WORK TASK: Drop the images. Copy every line below character for character.

DATA FOR THIS TASK:
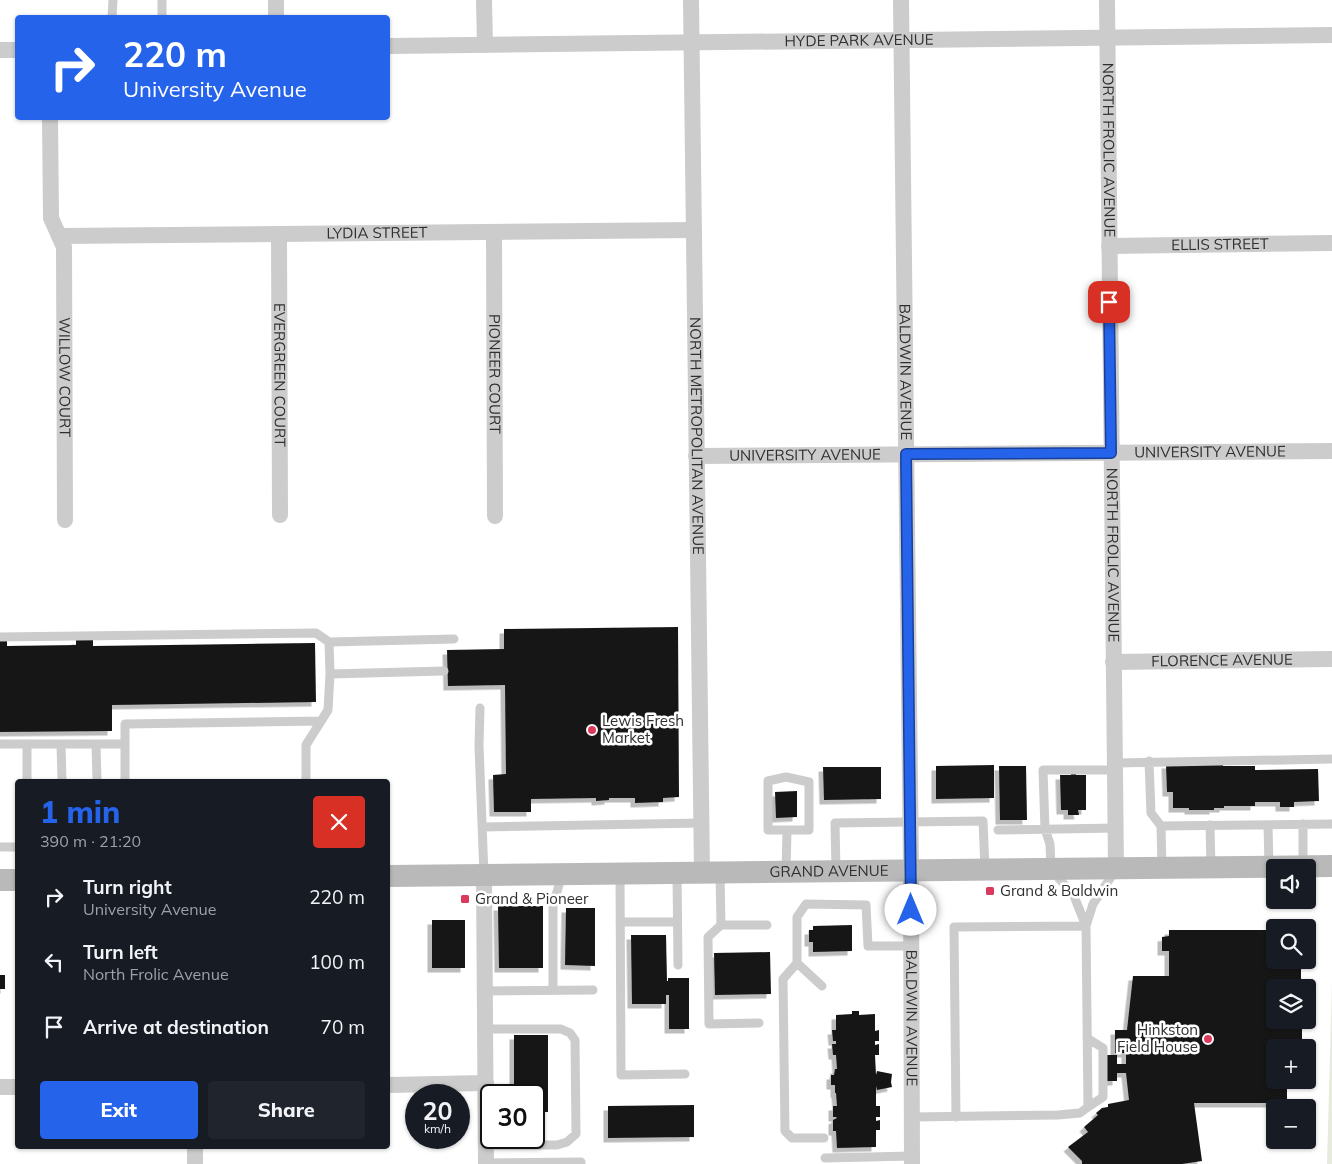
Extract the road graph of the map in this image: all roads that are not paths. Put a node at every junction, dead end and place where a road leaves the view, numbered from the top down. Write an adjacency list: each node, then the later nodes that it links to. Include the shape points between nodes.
1 (113, 0): 8 (lane)
2 (162, 0): 9 (lane)
3 (276, 0): 10 (street)
4 (484, 0): 15 (street)
5 (691, 0): 14 (street, NORTH METROPOLITAN AVENUE)
6 (901, 0): 13 (street, BALDWIN AVENUE)
7 (1106, 0): 12 (street, NORTH FROLIC AVENUE)
8 (112, 15)
9 (162, 15)
10 (276, 15)
11 (1332, 35): 12 (street, HYDE PARK AVENUE)
12 (1107, 38): 13 (street, HYDE PARK AVENUE); 25 (street, NORTH FROLIC AVENUE)
13 (901, 40): 14 (street, HYDE PARK AVENUE); 28 (street, BALDWIN AVENUE)
14 (692, 42): 15 (street, HYDE PARK AVENUE); 20 (street, NORTH METROPOLITAN AVENUE)
15 (485, 45): 16 (street, HYDE PARK AVENUE)
16 (390, 46)
17 (0, 50): 18 (street)
18 (15, 50)
19 (50, 120): 23 (street, WILLOW COURT, via 51,218)
20 (694, 230): 21 (street, LYDIA STREET); 29 (street, NORTH METROPOLITAN AVENUE)
21 (494, 232): 22 (street, LYDIA STREET); 31 (street, PIONEER COURT)
22 (279, 234): 23 (street, LYDIA STREET); 30 (street, EVERGREEN COURT)
23 (59, 236): 32 (street, WILLOW COURT, via 64,247)
24 (1332, 243): 25 (street, ELLIS STREET)
25 (1109, 246): 27 (street, NORTH FROLIC AVENUE)
26 (1332, 451): 27 (street, UNIVERSITY AVENUE)
27 (1111, 453): 28 (street, UNIVERSITY AVENUE); 37 (street, NORTH FROLIC AVENUE)
28 (906, 454): 29 (street, UNIVERSITY AVENUE); 55 (street, BALDWIN AVENUE)
29 (696, 456): 56 (street, NORTH METROPOLITAN AVENUE)
30 (280, 515)
31 (494, 516)
32 (65, 520)
33 (0, 637): 35 (lane, via 316,633)
34 (454, 639): 35 (lane)
35 (329, 642): 39 (lane)
36 (1332, 659): 37 (street, FLORENCE AVENUE)
37 (1113, 662): 49 (street, NORTH FROLIC AVENUE)
38 (444, 671): 39 (lane)
39 (330, 674): 41 (lane, via 328,710)
40 (480, 708): 62 (lane)
41 (321, 721): 46 (lane, via 125,724); 54 (lane, via 306,745)
42 (0, 744): 43 (lane)
43 (27, 744): 44 (lane); 50 (lane)
44 (61, 744): 45 (lane); 51 (lane)
45 (96, 744): 46 (lane); 52 (lane)
46 (124, 744): 53 (lane)
47 (1332, 759): 48 (lane)
48 (1149, 761): 49 (lane); 61 (lane, via 1151,813)
49 (1116, 766): 63 (street, NORTH FROLIC AVENUE); 64 (lane, via 1043,770)
50 (27, 779)
51 (62, 779)
52 (97, 779)
53 (125, 779)
54 (306, 779)
55 (910, 821): 78 (lane, via 983,821); 79 (lane, via 835,822); 80 (street, BALDWIN AVENUE)
56 (701, 824): 62 (lane); 83 (street, NORTH METROPOLITAN AVENUE)
57 (1304, 824): 58 (lane); 60 (lane); 70 (lane)
58 (1332, 824)
59 (1210, 825): 60 (lane); 61 (lane); 75 (lane)
60 (1268, 825): 69 (lane)
61 (1161, 826): 74 (lane)
62 (482, 827): 86 (lane)
63 (1116, 828): 64 (lane); 77 (street, NORTH FROLIC AVENUE)
64 (1045, 829): 66 (lane); 76 (lane, via 1050,844)
65 (787, 830): 65 (lane, via 809,830 809,782 786,777 768,781 768,830); 81 (lane)
66 (998, 830)
67 (15, 847): 68 (lane)
68 (0, 848)
69 (1269, 859)
70 (1303, 859)
71 (1332, 866): 73 (main road, GRAND AVENUE)
72 (1266, 867): 75 (main road, GRAND AVENUE)
73 (1316, 867)
74 (1162, 868): 75 (main road, GRAND AVENUE); 77 (main road, GRAND AVENUE)
75 (1211, 868)
76 (1051, 869): 77 (main road, GRAND AVENUE); 78 (main road, GRAND AVENUE); 94 (lane, via 1074,896)
77 (1116, 869): 94 (lane, via 1097,895)
78 (985, 870): 80 (main road, GRAND AVENUE)
79 (836, 871): 80 (main road, GRAND AVENUE); 81 (main road, GRAND AVENUE)
80 (910, 871): 95 (street, BALDWIN AVENUE)
81 (786, 872): 83 (main road, GRAND AVENUE)
82 (677, 873): 83 (main road, GRAND AVENUE); 85 (main road, GRAND AVENUE); 91 (lane)
83 (711, 873): 92 (lane)
84 (562, 874): 85 (main road, GRAND AVENUE); 86 (main road, GRAND AVENUE); 99 (lane, via 554,906)
85 (620, 874): 90 (lane)
86 (484, 875): 87 (main road, GRAND AVENUE); 101 (street)
87 (390, 876)
88 (0, 880): 89 (main road)
89 (15, 880)
90 (620, 922): 91 (lane); 105 (lane, via 621,1075)
91 (677, 922): 97 (lane)
92 (721, 925): 93 (lane); 102 (lane, via 708,937 709,1024)
93 (767, 925)
94 (1086, 926): 104 (lane); 113 (lane, via 954,927)
95 (911, 946): 96 (lane, via 868,946 866,905 806,904 797,917); 112 (street, BALDWIN AVENUE)
96 (797, 964): 98 (lane); 114 (lane, via 783,979 785,1131 792,1138)
97 (678, 965)
98 (822, 986)
99 (553, 990): 100 (lane); 101 (lane)
100 (592, 990)
101 (485, 991): 103 (street)
102 (760, 1023)
103 (485, 1029): 107 (street); 115 (lane, via 560,1029 570,1033 575,1040 576,1134 567,1142)
104 (1087, 1038): 111 (lane); 111 (lane, via 1103,1048 1103,1097)
105 (685, 1074)
106 (480, 1084): 108 (street)
107 (486, 1084)
108 (390, 1085)
109 (0, 1087): 110 (street)
110 (15, 1087)
111 (1088, 1107): 113 (lane, via 1080,1113)
112 (912, 1117): 113 (lane); 119 (street, BALDWIN AVENUE)
113 (956, 1117)
114 (824, 1138)
115 (545, 1145)
116 (195, 1149): 121 (street)
117 (486, 1149): 120 (street)
118 (825, 1158): 119 (lane)
119 (912, 1160)
120 (486, 1163): 122 (lane)
121 (195, 1164)
122 (580, 1164)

SOLUTION TO THIS PROBLEM:
Extract the road graph of the map in this image: all roads that are not paths. Put a node at every junction, dead end and place where a road leaves the view, numbered from the top down. Write an adjacency list: each node, then the later nodes that it links to. Include the shape points between nodes.
1 (113, 0): 8 (lane)
2 (162, 0): 9 (lane)
3 (276, 0): 10 (street)
4 (484, 0): 15 (street)
5 (691, 0): 14 (street, NORTH METROPOLITAN AVENUE)
6 (901, 0): 13 (street, BALDWIN AVENUE)
7 (1106, 0): 12 (street, NORTH FROLIC AVENUE)
8 (112, 15)
9 (162, 15)
10 (276, 15)
11 (1332, 35): 12 (street, HYDE PARK AVENUE)
12 (1107, 38): 13 (street, HYDE PARK AVENUE); 25 (street, NORTH FROLIC AVENUE)
13 (901, 40): 14 (street, HYDE PARK AVENUE); 28 (street, BALDWIN AVENUE)
14 (692, 42): 15 (street, HYDE PARK AVENUE); 20 (street, NORTH METROPOLITAN AVENUE)
15 (485, 45): 16 (street, HYDE PARK AVENUE)
16 (390, 46)
17 (0, 50): 18 (street)
18 (15, 50)
19 (50, 120): 23 (street, WILLOW COURT, via 51,218)
20 (694, 230): 21 (street, LYDIA STREET); 29 (street, NORTH METROPOLITAN AVENUE)
21 (494, 232): 22 (street, LYDIA STREET); 31 (street, PIONEER COURT)
22 (279, 234): 23 (street, LYDIA STREET); 30 (street, EVERGREEN COURT)
23 (59, 236): 32 (street, WILLOW COURT, via 64,247)
24 (1332, 243): 25 (street, ELLIS STREET)
25 (1109, 246): 27 (street, NORTH FROLIC AVENUE)
26 (1332, 451): 27 (street, UNIVERSITY AVENUE)
27 (1111, 453): 28 (street, UNIVERSITY AVENUE); 37 (street, NORTH FROLIC AVENUE)
28 (906, 454): 29 (street, UNIVERSITY AVENUE); 55 (street, BALDWIN AVENUE)
29 (696, 456): 56 (street, NORTH METROPOLITAN AVENUE)
30 (280, 515)
31 (494, 516)
32 (65, 520)
33 (0, 637): 35 (lane, via 316,633)
34 (454, 639): 35 (lane)
35 (329, 642): 39 (lane)
36 (1332, 659): 37 (street, FLORENCE AVENUE)
37 (1113, 662): 49 (street, NORTH FROLIC AVENUE)
38 (444, 671): 39 (lane)
39 (330, 674): 41 (lane, via 328,710)
40 (480, 708): 62 (lane)
41 (321, 721): 46 (lane, via 125,724); 54 (lane, via 306,745)
42 (0, 744): 43 (lane)
43 (27, 744): 44 (lane); 50 (lane)
44 (61, 744): 45 (lane); 51 (lane)
45 (96, 744): 46 (lane); 52 (lane)
46 (124, 744): 53 (lane)
47 (1332, 759): 48 (lane)
48 (1149, 761): 49 (lane); 61 (lane, via 1151,813)
49 (1116, 766): 63 (street, NORTH FROLIC AVENUE); 64 (lane, via 1043,770)
50 (27, 779)
51 (62, 779)
52 (97, 779)
53 (125, 779)
54 (306, 779)
55 (910, 821): 78 (lane, via 983,821); 79 (lane, via 835,822); 80 (street, BALDWIN AVENUE)
56 (701, 824): 62 (lane); 83 (street, NORTH METROPOLITAN AVENUE)
57 (1304, 824): 58 (lane); 60 (lane); 70 (lane)
58 (1332, 824)
59 (1210, 825): 60 (lane); 61 (lane); 75 (lane)
60 (1268, 825): 69 (lane)
61 (1161, 826): 74 (lane)
62 (482, 827): 86 (lane)
63 (1116, 828): 64 (lane); 77 (street, NORTH FROLIC AVENUE)
64 (1045, 829): 66 (lane); 76 (lane, via 1050,844)
65 (787, 830): 65 (lane, via 809,830 809,782 786,777 768,781 768,830); 81 (lane)
66 (998, 830)
67 (15, 847): 68 (lane)
68 (0, 848)
69 (1269, 859)
70 (1303, 859)
71 (1332, 866): 73 (main road, GRAND AVENUE)
72 (1266, 867): 75 (main road, GRAND AVENUE)
73 (1316, 867)
74 (1162, 868): 75 (main road, GRAND AVENUE); 77 (main road, GRAND AVENUE)
75 (1211, 868)
76 (1051, 869): 77 (main road, GRAND AVENUE); 78 (main road, GRAND AVENUE); 94 (lane, via 1074,896)
77 (1116, 869): 94 (lane, via 1097,895)
78 (985, 870): 80 (main road, GRAND AVENUE)
79 (836, 871): 80 (main road, GRAND AVENUE); 81 (main road, GRAND AVENUE)
80 (910, 871): 95 (street, BALDWIN AVENUE)
81 (786, 872): 83 (main road, GRAND AVENUE)
82 (677, 873): 83 (main road, GRAND AVENUE); 85 (main road, GRAND AVENUE); 91 (lane)
83 (711, 873): 92 (lane)
84 (562, 874): 85 (main road, GRAND AVENUE); 86 (main road, GRAND AVENUE); 99 (lane, via 554,906)
85 (620, 874): 90 (lane)
86 (484, 875): 87 (main road, GRAND AVENUE); 101 (street)
87 (390, 876)
88 (0, 880): 89 (main road)
89 (15, 880)
90 (620, 922): 91 (lane); 105 (lane, via 621,1075)
91 (677, 922): 97 (lane)
92 (721, 925): 93 (lane); 102 (lane, via 708,937 709,1024)
93 (767, 925)
94 (1086, 926): 104 (lane); 113 (lane, via 954,927)
95 (911, 946): 96 (lane, via 868,946 866,905 806,904 797,917); 112 (street, BALDWIN AVENUE)
96 (797, 964): 98 (lane); 114 (lane, via 783,979 785,1131 792,1138)
97 (678, 965)
98 (822, 986)
99 (553, 990): 100 (lane); 101 (lane)
100 (592, 990)
101 (485, 991): 103 (street)
102 (760, 1023)
103 (485, 1029): 107 (street); 115 (lane, via 560,1029 570,1033 575,1040 576,1134 567,1142)
104 (1087, 1038): 111 (lane); 111 (lane, via 1103,1048 1103,1097)
105 (685, 1074)
106 (480, 1084): 108 (street)
107 (486, 1084)
108 (390, 1085)
109 (0, 1087): 110 (street)
110 (15, 1087)
111 (1088, 1107): 113 (lane, via 1080,1113)
112 (912, 1117): 113 (lane); 119 (street, BALDWIN AVENUE)
113 (956, 1117)
114 (824, 1138)
115 (545, 1145)
116 (195, 1149): 121 (street)
117 (486, 1149): 120 (street)
118 (825, 1158): 119 (lane)
119 (912, 1160)
120 (486, 1163): 122 (lane)
121 (195, 1164)
122 (580, 1164)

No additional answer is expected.